Return the records as they stand. No picture is to be included.

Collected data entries
--- --- ---

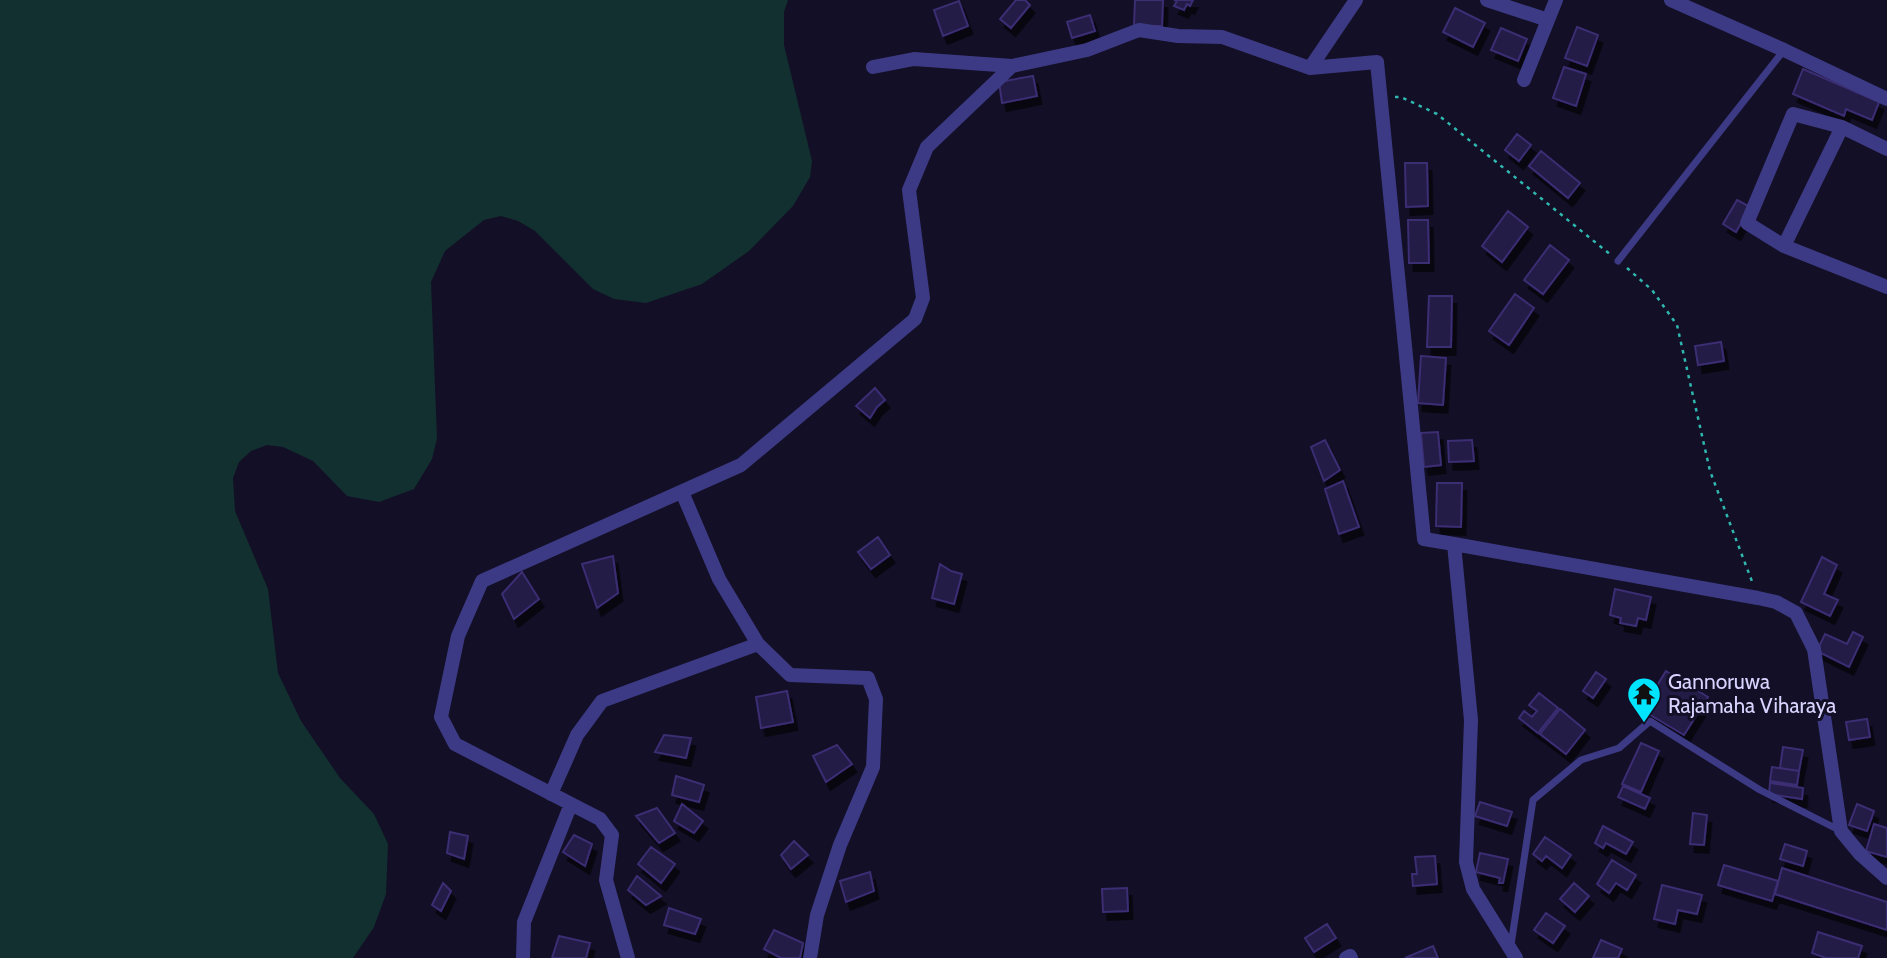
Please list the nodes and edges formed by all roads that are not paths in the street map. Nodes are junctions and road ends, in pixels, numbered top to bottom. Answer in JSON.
{"nodes":[{"id":1,"x":1356,"y":0,"type":"edge"},
{"id":2,"x":1487,"y":0,"type":"edge"},
{"id":3,"x":1556,"y":0,"type":"edge"},
{"id":4,"x":1671,"y":0,"type":"edge"},
{"id":5,"x":1548,"y":20,"type":"junction"},
{"id":6,"x":1784,"y":50,"type":"junction"},
{"id":7,"x":1012,"y":66,"type":"junction"},
{"id":8,"x":873,"y":67,"type":"dead end"},
{"id":9,"x":1310,"y":68,"type":"junction"},
{"id":10,"x":1524,"y":80,"type":"dead end"},
{"id":11,"x":1887,"y":99,"type":"edge"},
{"id":12,"x":1842,"y":127,"type":"junction"},
{"id":13,"x":1887,"y":149,"type":"edge"},
{"id":14,"x":1784,"y":246,"type":"junction"},
{"id":15,"x":1618,"y":261,"type":"road end"},
{"id":16,"x":1887,"y":287,"type":"edge"},
{"id":17,"x":682,"y":492,"type":"junction"},
{"id":18,"x":1454,"y":544,"type":"junction"},
{"id":19,"x":758,"y":644,"type":"junction"},
{"id":20,"x":551,"y":794,"type":"junction"},
{"id":21,"x":571,"y":804,"type":"junction"},
{"id":22,"x":1841,"y":831,"type":"junction"},
{"id":23,"x":1887,"y":878,"type":"edge"},
{"id":24,"x":1513,"y":954,"type":"edge"},
{"id":25,"x":523,"y":958,"type":"edge"},
{"id":26,"x":628,"y":958,"type":"edge"},
{"id":27,"x":810,"y":958,"type":"edge"}],
"edges":[{"from":1,"to":9,"type":"street"},
{"from":2,"to":5,"type":"street"},
{"from":3,"to":5,"type":"street"},
{"from":4,"to":6,"type":"street"},
{"from":5,"to":10,"type":"street"},
{"from":6,"to":11,"type":"street"},
{"from":6,"to":15,"type":"lane"},
{"from":7,"to":8,"type":"street"},
{"from":7,"to":9,"type":"street"},
{"from":7,"to":17,"type":"street"},
{"from":9,"to":18,"type":"street"},
{"from":12,"to":13,"type":"street"},
{"from":12,"to":14,"type":"street"},
{"from":12,"to":14,"type":"street"},
{"from":14,"to":16,"type":"street"},
{"from":17,"to":19,"type":"street"},
{"from":17,"to":20,"type":"street"},
{"from":18,"to":22,"type":"street"},
{"from":18,"to":24,"type":"street"},
{"from":19,"to":20,"type":"street"},
{"from":19,"to":27,"type":"street"},
{"from":20,"to":21,"type":"street"},
{"from":21,"to":25,"type":"street"},
{"from":21,"to":26,"type":"street"},
{"from":22,"to":23,"type":"street"},
{"from":22,"to":24,"type":"lane"}]}
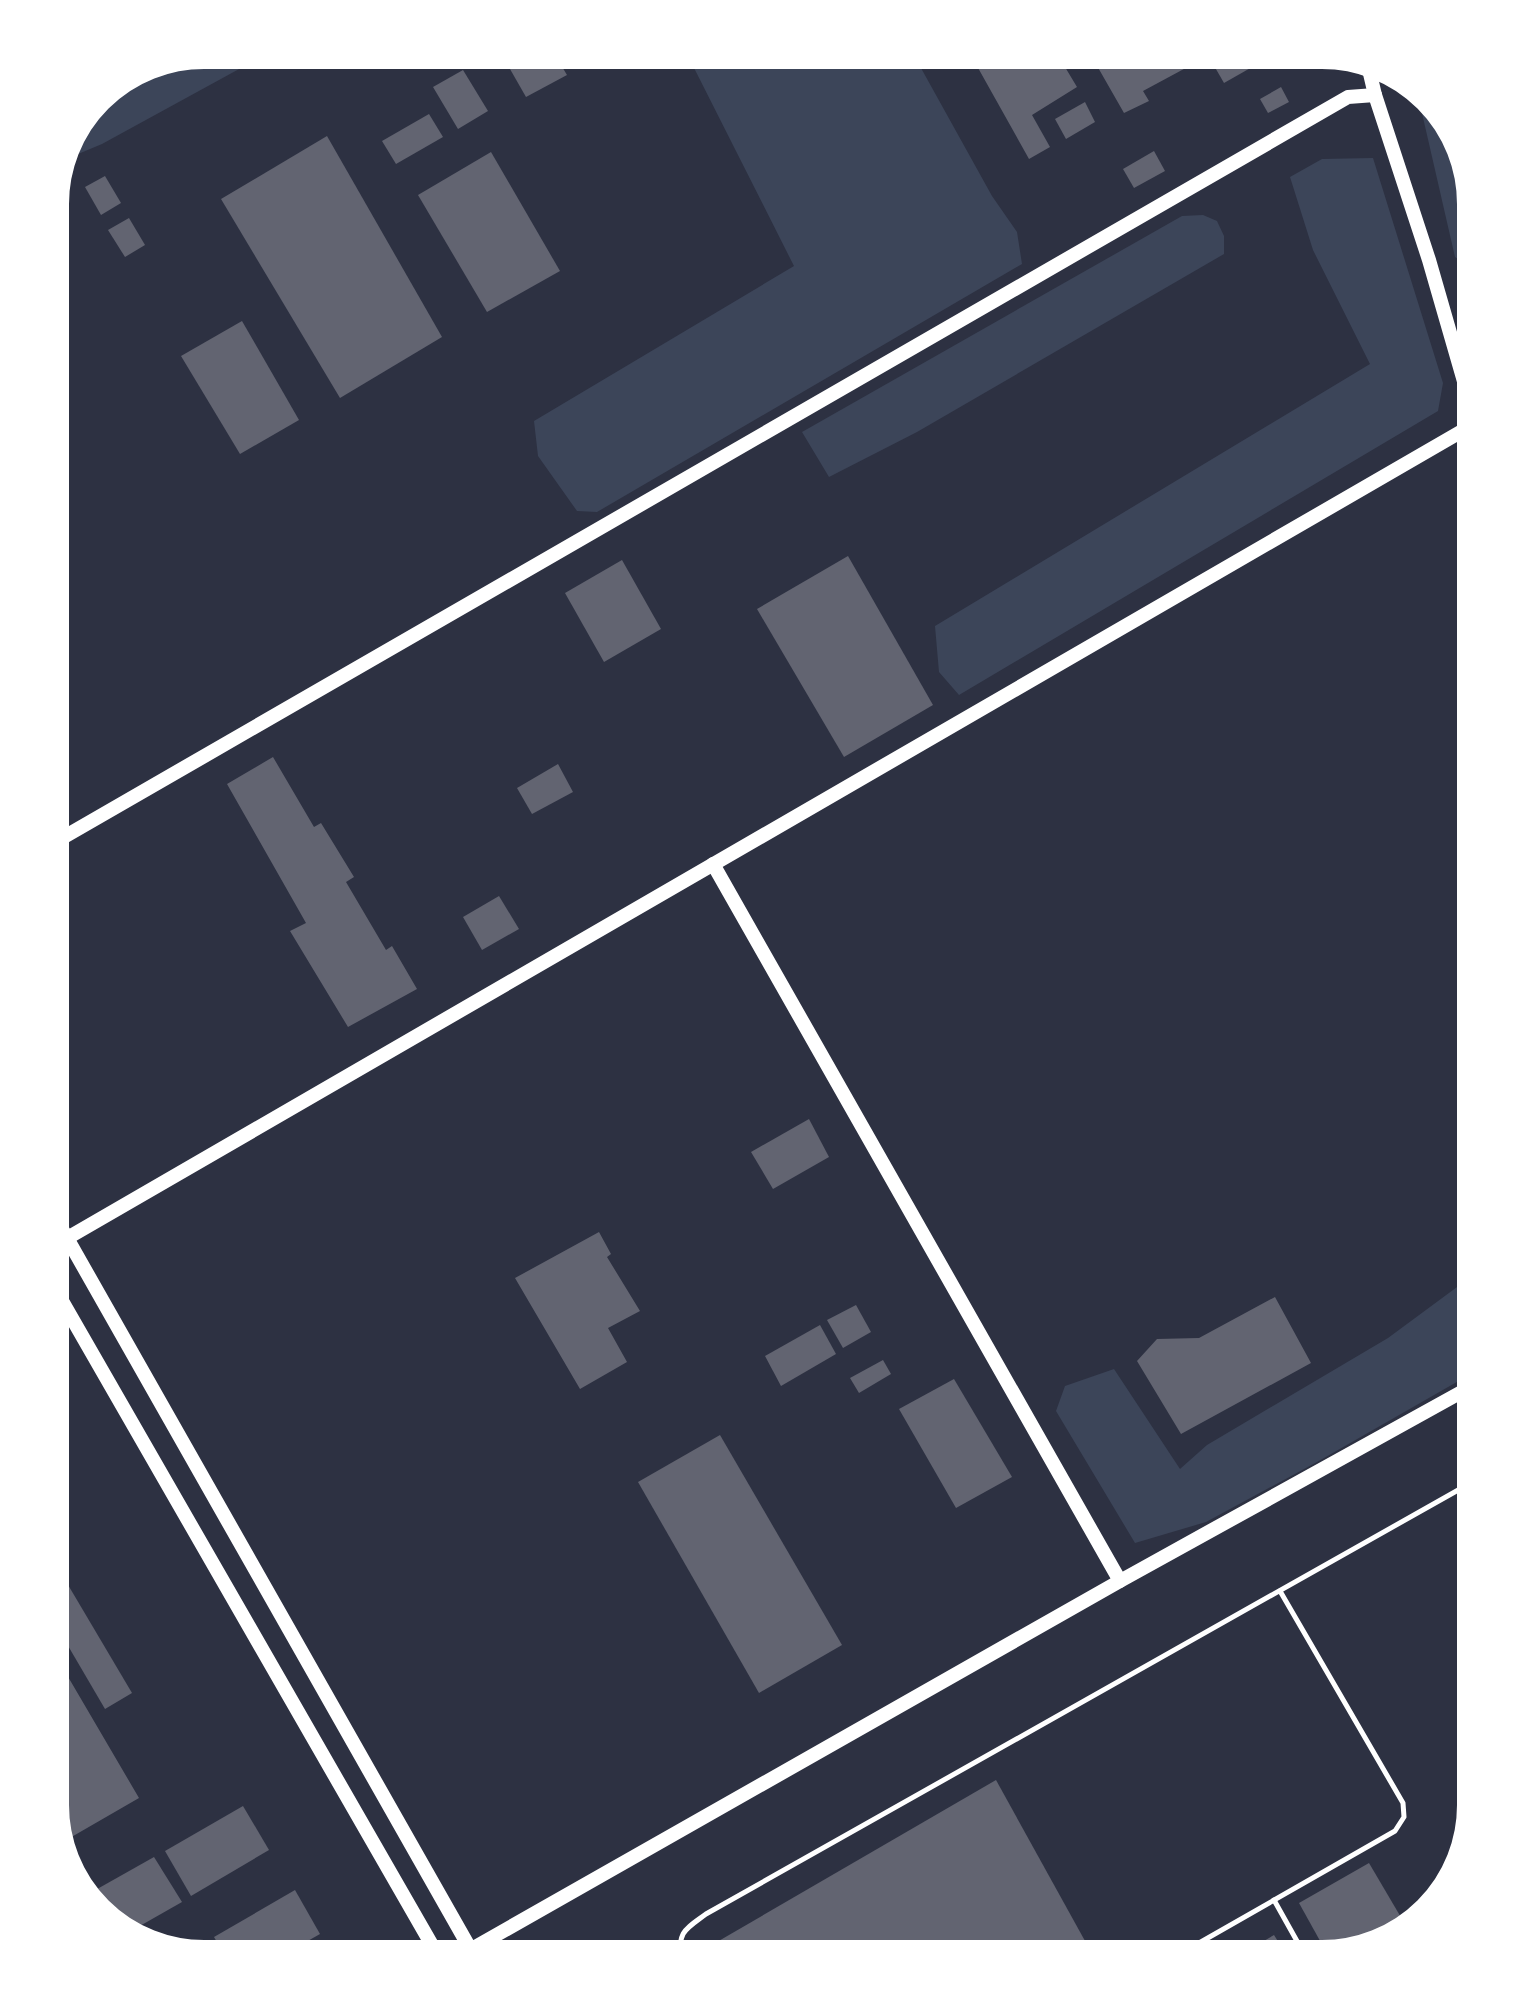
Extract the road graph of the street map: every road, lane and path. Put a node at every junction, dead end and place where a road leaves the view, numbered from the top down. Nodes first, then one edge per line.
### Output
1 (1370, 72) edge
2 (1375, 95) junction
3 (1462, 374) edge
4 (1462, 431) edge
5 (64, 837) edge
6 (713, 864) junction
7 (64, 1231) edge
8 (68, 1238) junction
9 (64, 1240) edge
10 (64, 1304) edge
11 (1462, 1392) edge
12 (1462, 1488) edge
13 (1120, 1581) junction
14 (1280, 1591) junction
15 (1274, 1900) junction
16 (432, 1945) edge
17 (468, 1945) edge
18 (491, 1945) edge
19 (680, 1945) edge
20 (1195, 1945) edge
21 (1299, 1945) edge

1 - 2 street
2 - 3 street
2 - 5 street
4 - 6 street
6 - 8 street
6 - 13 street
7 - 8 street
8 - 9 street
8 - 17 street
10 - 16 street
11 - 13 street
12 - 14 lane
13 - 18 street
14 - 15 lane
14 - 19 lane
15 - 20 lane
15 - 21 lane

--- --- ---

**Your response**
Please list the nodes and edges formed by all roads that are not paths in the street map. Nodes are junctions and road ends, in pixels, numbered top to bottom. Answer in JSON.
{"nodes":[{"id":1,"x":1356,"y":0,"type":"edge"},
{"id":2,"x":1487,"y":0,"type":"edge"},
{"id":3,"x":1556,"y":0,"type":"edge"},
{"id":4,"x":1671,"y":0,"type":"edge"},
{"id":5,"x":1548,"y":20,"type":"junction"},
{"id":6,"x":1784,"y":50,"type":"junction"},
{"id":7,"x":1012,"y":66,"type":"junction"},
{"id":8,"x":873,"y":67,"type":"dead end"},
{"id":9,"x":1310,"y":68,"type":"junction"},
{"id":10,"x":1524,"y":80,"type":"dead end"},
{"id":11,"x":1887,"y":99,"type":"edge"},
{"id":12,"x":1842,"y":127,"type":"junction"},
{"id":13,"x":1887,"y":149,"type":"edge"},
{"id":14,"x":1784,"y":246,"type":"junction"},
{"id":15,"x":1618,"y":261,"type":"road end"},
{"id":16,"x":1887,"y":287,"type":"edge"},
{"id":17,"x":682,"y":492,"type":"junction"},
{"id":18,"x":1454,"y":544,"type":"junction"},
{"id":19,"x":758,"y":644,"type":"junction"},
{"id":20,"x":551,"y":794,"type":"junction"},
{"id":21,"x":571,"y":804,"type":"junction"},
{"id":22,"x":1841,"y":831,"type":"junction"},
{"id":23,"x":1887,"y":878,"type":"edge"},
{"id":24,"x":1513,"y":954,"type":"edge"},
{"id":25,"x":523,"y":958,"type":"edge"},
{"id":26,"x":628,"y":958,"type":"edge"},
{"id":27,"x":810,"y":958,"type":"edge"}],
"edges":[{"from":1,"to":9,"type":"street"},
{"from":2,"to":5,"type":"street"},
{"from":3,"to":5,"type":"street"},
{"from":4,"to":6,"type":"street"},
{"from":5,"to":10,"type":"street"},
{"from":6,"to":11,"type":"street"},
{"from":6,"to":15,"type":"lane"},
{"from":7,"to":8,"type":"street"},
{"from":7,"to":9,"type":"street"},
{"from":7,"to":17,"type":"street"},
{"from":9,"to":18,"type":"street"},
{"from":12,"to":13,"type":"street"},
{"from":12,"to":14,"type":"street"},
{"from":12,"to":14,"type":"street"},
{"from":14,"to":16,"type":"street"},
{"from":17,"to":19,"type":"street"},
{"from":17,"to":20,"type":"street"},
{"from":18,"to":22,"type":"street"},
{"from":18,"to":24,"type":"street"},
{"from":19,"to":20,"type":"street"},
{"from":19,"to":27,"type":"street"},
{"from":20,"to":21,"type":"street"},
{"from":21,"to":25,"type":"street"},
{"from":21,"to":26,"type":"street"},
{"from":22,"to":23,"type":"street"},
{"from":22,"to":24,"type":"lane"}]}
Extract the road graph of the street map: every road, lane and path. Put a node at every junction, dead end and place where a road leaves the view, numbered from the top down. Nodes first, then one edge per line.
### Output
1 (1370, 72) edge
2 (1375, 95) junction
3 (1462, 374) edge
4 (1462, 431) edge
5 (64, 837) edge
6 (713, 864) junction
7 (64, 1231) edge
8 (68, 1238) junction
9 (64, 1240) edge
10 (64, 1304) edge
11 (1462, 1392) edge
12 (1462, 1488) edge
13 (1120, 1581) junction
14 (1280, 1591) junction
15 (1274, 1900) junction
16 (432, 1945) edge
17 (468, 1945) edge
18 (491, 1945) edge
19 (680, 1945) edge
20 (1195, 1945) edge
21 (1299, 1945) edge

1 - 2 street
2 - 3 street
2 - 5 street
4 - 6 street
6 - 8 street
6 - 13 street
7 - 8 street
8 - 9 street
8 - 17 street
10 - 16 street
11 - 13 street
12 - 14 lane
13 - 18 street
14 - 15 lane
14 - 19 lane
15 - 20 lane
15 - 21 lane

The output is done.